# Let's talk about keeping all your VPSs up to date.



## Greg (Apr 28, 2015)

I'm struggling to keep all of them updated so was wondering what the others do.

How often you apt-get update and do you always backup before doing so?

What are generally considered good practices to keep them as updaded as possible without overkilling it?

Have you ever have the update break something?


----------



## zzrok (Apr 28, 2015)

I monitor the security update lists for the linux distributions and applications I use, and I only worry about updating when I see something there that potentially affects me.  Otherwise I don't worry about updates because they are just for bug fixes that probably don't affect me.  If I am running into a bug that a package update will fix, I install it.  This cuts down on the amount of updating considerably.

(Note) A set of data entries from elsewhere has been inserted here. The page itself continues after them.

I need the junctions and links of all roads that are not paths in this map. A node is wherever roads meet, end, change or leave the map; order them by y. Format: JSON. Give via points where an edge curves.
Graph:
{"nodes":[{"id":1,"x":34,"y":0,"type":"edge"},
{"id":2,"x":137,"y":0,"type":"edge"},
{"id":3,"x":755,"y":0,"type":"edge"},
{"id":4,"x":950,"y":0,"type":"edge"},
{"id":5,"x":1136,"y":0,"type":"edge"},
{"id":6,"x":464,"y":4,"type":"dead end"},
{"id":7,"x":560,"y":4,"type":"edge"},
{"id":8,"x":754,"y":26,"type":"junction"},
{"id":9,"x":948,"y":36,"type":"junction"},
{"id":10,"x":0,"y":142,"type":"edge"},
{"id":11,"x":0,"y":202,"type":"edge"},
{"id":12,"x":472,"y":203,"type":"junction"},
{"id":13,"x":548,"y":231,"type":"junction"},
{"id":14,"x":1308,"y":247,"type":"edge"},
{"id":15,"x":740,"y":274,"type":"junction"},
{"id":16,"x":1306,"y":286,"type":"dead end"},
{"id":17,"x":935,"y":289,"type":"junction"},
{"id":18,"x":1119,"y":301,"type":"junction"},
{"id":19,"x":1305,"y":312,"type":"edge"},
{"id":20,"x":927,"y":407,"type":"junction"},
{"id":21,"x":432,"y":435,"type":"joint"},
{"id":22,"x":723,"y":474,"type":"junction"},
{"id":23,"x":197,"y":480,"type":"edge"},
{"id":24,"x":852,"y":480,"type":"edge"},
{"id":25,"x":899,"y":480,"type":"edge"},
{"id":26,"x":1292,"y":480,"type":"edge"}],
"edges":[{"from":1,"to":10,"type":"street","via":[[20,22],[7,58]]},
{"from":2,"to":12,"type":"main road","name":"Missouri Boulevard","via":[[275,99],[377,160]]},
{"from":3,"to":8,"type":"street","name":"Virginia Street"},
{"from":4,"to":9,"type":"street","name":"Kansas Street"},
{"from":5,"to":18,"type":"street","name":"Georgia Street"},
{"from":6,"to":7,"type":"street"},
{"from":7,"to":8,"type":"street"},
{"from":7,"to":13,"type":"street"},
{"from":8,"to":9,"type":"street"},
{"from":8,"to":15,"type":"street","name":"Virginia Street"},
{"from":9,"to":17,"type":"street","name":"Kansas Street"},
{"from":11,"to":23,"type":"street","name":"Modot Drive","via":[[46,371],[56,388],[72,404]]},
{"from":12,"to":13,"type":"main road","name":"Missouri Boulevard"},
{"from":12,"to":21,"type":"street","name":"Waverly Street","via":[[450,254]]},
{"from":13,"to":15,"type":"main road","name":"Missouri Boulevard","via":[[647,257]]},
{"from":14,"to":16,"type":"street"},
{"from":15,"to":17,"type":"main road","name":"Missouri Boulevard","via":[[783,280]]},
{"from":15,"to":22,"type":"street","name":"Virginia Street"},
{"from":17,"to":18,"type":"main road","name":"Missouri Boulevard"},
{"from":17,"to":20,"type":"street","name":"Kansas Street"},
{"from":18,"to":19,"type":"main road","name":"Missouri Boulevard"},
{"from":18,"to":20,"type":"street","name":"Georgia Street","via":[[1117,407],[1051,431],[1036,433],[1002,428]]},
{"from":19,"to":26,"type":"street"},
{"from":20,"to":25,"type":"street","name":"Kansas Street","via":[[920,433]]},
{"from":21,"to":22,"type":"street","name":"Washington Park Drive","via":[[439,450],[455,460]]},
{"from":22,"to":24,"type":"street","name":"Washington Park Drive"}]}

As an example, I subscribe to http://lists.centos.org/mailman/listinfo/centos-announce


----------



## telephone (Apr 28, 2015)

Link to a similar thread from last month:


----------



## KwiceroLTD (Apr 28, 2015)

Greg said:


> I'm struggling to keep all of them updated so was wondering what the others do.
> 
> How often you apt-get update and do you always backup before doing so?
> 
> ...


Automated updates, cron tab script. Never broken anything yet.


----------



## jclutter (May 4, 2015)

I try to keep up with security updates and updates that are really needed but it really is a tedious task.


----------



## tomas.tudja (May 6, 2015)

I update (apt-get update; apt-get upgrade) every Sunday. Never had a problem with an update breaking something i need working. Though, i'm only doing this on Debian Stable.

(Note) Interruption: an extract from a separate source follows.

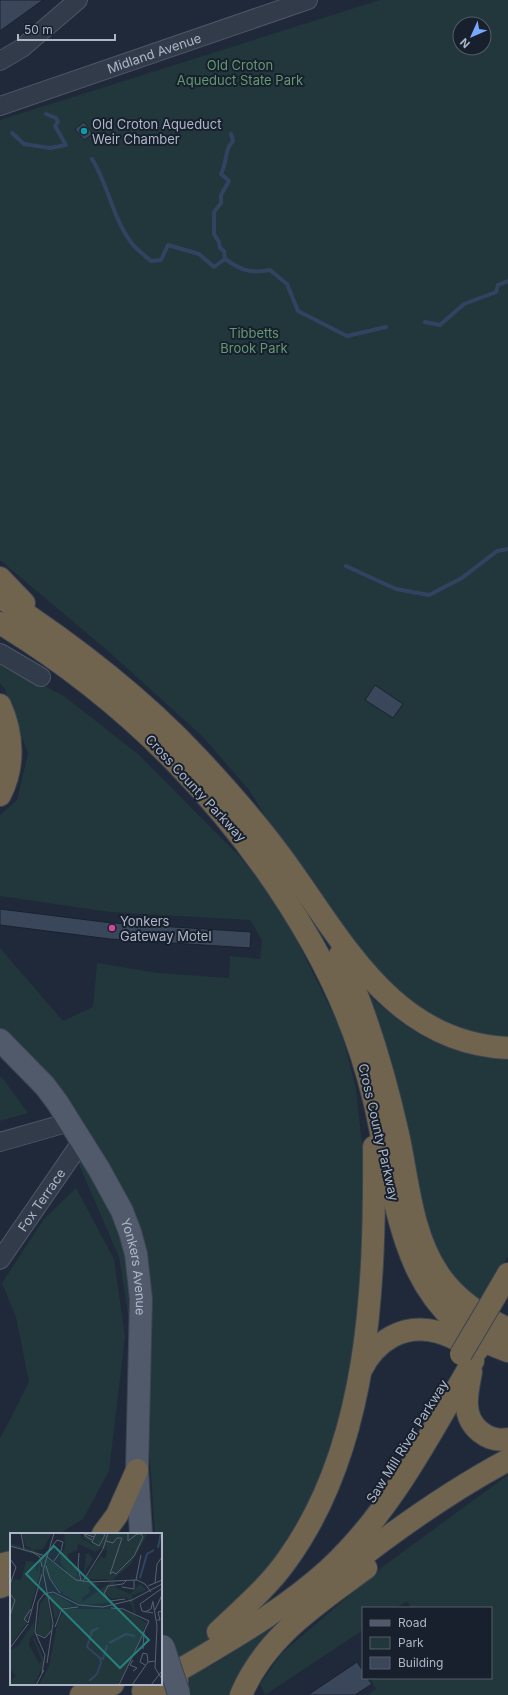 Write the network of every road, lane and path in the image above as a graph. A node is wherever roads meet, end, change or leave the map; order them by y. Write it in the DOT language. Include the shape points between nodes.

On local boxes, i have staged binary backup of the partition, which makes a restore of a broken system very easy. I have a script, which writes a partition into a file (removing deleted data and compressing the output file), like this:

#!/bin/bash

echo "[iNFO] - Writing zerofile"

TTIsWheezyMounted=`df -h|grep /wheezy|wc -l`

if [ "$TTIsWheezyMounted" = "0" ]; then
    echo "[iNFO] - Mounting /wheezy"
    mount /wheezy
fi


dd if=/dev/zero of=/wheezy/zerofile bs=256M

echo "[ OK ] - Zerofile written, sleeping, syncing"

sync

sleep 3

sync

echo

echo "[iNFO] - Removing zerofile"

rm -rf /wheezy/zerofile

echo "[iNFO] - Unmounting wheezy"

umount /wheezy

echo "[iNFO] - Creating backup"

dd if=/dev/mapper/vg-wheezy bs=256M|pigz -c -1|dd of=/backup/img/vg-wheezy-backup-`date +"%Y%m%d%H%M%S"`.img.gz bs=256M

echo "[ OK ] - OK, backup done:"

ls -ltr /backup/img|tail -1

mount /wheezy

exit 0

When i need to restore,i just decompress the file and write it to the partition using dd.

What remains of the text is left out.